» Exercise requirements: Set each entry down exactly as written.

» Data for this task:
* * * * * * *

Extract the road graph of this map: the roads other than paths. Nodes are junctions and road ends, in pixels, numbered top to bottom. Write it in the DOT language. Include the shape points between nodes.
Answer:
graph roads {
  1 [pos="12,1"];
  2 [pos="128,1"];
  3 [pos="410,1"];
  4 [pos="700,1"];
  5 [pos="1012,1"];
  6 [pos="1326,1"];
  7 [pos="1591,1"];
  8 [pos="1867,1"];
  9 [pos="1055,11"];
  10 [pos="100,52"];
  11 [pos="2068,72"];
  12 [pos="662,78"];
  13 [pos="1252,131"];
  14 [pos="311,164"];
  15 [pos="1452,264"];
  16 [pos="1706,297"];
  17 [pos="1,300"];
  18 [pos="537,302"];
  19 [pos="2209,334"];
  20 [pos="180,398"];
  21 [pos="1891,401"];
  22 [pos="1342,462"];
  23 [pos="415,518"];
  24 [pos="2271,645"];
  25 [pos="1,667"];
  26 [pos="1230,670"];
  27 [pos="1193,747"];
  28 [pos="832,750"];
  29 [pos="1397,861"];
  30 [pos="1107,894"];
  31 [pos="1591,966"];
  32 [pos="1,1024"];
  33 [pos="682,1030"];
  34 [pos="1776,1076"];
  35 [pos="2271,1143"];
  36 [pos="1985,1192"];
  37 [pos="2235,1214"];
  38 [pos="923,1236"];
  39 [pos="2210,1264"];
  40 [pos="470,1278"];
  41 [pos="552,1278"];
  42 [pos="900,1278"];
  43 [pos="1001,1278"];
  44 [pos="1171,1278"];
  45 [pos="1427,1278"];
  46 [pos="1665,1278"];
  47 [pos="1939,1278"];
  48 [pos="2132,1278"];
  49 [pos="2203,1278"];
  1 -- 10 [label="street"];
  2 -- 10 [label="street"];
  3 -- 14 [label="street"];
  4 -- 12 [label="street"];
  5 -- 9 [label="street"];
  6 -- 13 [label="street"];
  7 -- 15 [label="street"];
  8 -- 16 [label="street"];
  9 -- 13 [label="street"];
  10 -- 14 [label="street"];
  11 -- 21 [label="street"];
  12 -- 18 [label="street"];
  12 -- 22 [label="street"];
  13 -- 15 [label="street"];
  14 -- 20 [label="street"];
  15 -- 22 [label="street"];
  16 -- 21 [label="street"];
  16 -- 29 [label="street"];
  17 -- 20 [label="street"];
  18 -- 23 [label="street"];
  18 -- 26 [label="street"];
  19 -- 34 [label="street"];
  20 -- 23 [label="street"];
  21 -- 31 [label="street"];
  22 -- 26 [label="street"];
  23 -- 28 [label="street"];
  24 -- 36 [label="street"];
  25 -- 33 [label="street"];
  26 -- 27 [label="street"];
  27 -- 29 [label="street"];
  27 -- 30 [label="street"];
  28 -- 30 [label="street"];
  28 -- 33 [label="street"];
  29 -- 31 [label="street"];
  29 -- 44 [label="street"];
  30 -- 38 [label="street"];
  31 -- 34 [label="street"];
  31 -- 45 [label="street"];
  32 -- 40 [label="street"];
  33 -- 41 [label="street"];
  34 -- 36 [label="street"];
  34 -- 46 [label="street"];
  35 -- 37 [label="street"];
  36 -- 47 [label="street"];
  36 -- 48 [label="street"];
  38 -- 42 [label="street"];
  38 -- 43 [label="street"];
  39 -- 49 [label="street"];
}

* * * * * * *

» Answer to the exercise:
Extract the road graph of this map: the roads other than paths. Nodes are junctions and road ends, in pixels, numbered top to bottom. Write it in the DOT language. Include the shape points between nodes.
Answer:
graph roads {
  1 [pos="12,1"];
  2 [pos="128,1"];
  3 [pos="410,1"];
  4 [pos="700,1"];
  5 [pos="1012,1"];
  6 [pos="1326,1"];
  7 [pos="1591,1"];
  8 [pos="1867,1"];
  9 [pos="1055,11"];
  10 [pos="100,52"];
  11 [pos="2068,72"];
  12 [pos="662,78"];
  13 [pos="1252,131"];
  14 [pos="311,164"];
  15 [pos="1452,264"];
  16 [pos="1706,297"];
  17 [pos="1,300"];
  18 [pos="537,302"];
  19 [pos="2209,334"];
  20 [pos="180,398"];
  21 [pos="1891,401"];
  22 [pos="1342,462"];
  23 [pos="415,518"];
  24 [pos="2271,645"];
  25 [pos="1,667"];
  26 [pos="1230,670"];
  27 [pos="1193,747"];
  28 [pos="832,750"];
  29 [pos="1397,861"];
  30 [pos="1107,894"];
  31 [pos="1591,966"];
  32 [pos="1,1024"];
  33 [pos="682,1030"];
  34 [pos="1776,1076"];
  35 [pos="2271,1143"];
  36 [pos="1985,1192"];
  37 [pos="2235,1214"];
  38 [pos="923,1236"];
  39 [pos="2210,1264"];
  40 [pos="470,1278"];
  41 [pos="552,1278"];
  42 [pos="900,1278"];
  43 [pos="1001,1278"];
  44 [pos="1171,1278"];
  45 [pos="1427,1278"];
  46 [pos="1665,1278"];
  47 [pos="1939,1278"];
  48 [pos="2132,1278"];
  49 [pos="2203,1278"];
  1 -- 10 [label="street"];
  2 -- 10 [label="street"];
  3 -- 14 [label="street"];
  4 -- 12 [label="street"];
  5 -- 9 [label="street"];
  6 -- 13 [label="street"];
  7 -- 15 [label="street"];
  8 -- 16 [label="street"];
  9 -- 13 [label="street"];
  10 -- 14 [label="street"];
  11 -- 21 [label="street"];
  12 -- 18 [label="street"];
  12 -- 22 [label="street"];
  13 -- 15 [label="street"];
  14 -- 20 [label="street"];
  15 -- 22 [label="street"];
  16 -- 21 [label="street"];
  16 -- 29 [label="street"];
  17 -- 20 [label="street"];
  18 -- 23 [label="street"];
  18 -- 26 [label="street"];
  19 -- 34 [label="street"];
  20 -- 23 [label="street"];
  21 -- 31 [label="street"];
  22 -- 26 [label="street"];
  23 -- 28 [label="street"];
  24 -- 36 [label="street"];
  25 -- 33 [label="street"];
  26 -- 27 [label="street"];
  27 -- 29 [label="street"];
  27 -- 30 [label="street"];
  28 -- 30 [label="street"];
  28 -- 33 [label="street"];
  29 -- 31 [label="street"];
  29 -- 44 [label="street"];
  30 -- 38 [label="street"];
  31 -- 34 [label="street"];
  31 -- 45 [label="street"];
  32 -- 40 [label="street"];
  33 -- 41 [label="street"];
  34 -- 36 [label="street"];
  34 -- 46 [label="street"];
  35 -- 37 [label="street"];
  36 -- 47 [label="street"];
  36 -- 48 [label="street"];
  38 -- 42 [label="street"];
  38 -- 43 [label="street"];
  39 -- 49 [label="street"];
}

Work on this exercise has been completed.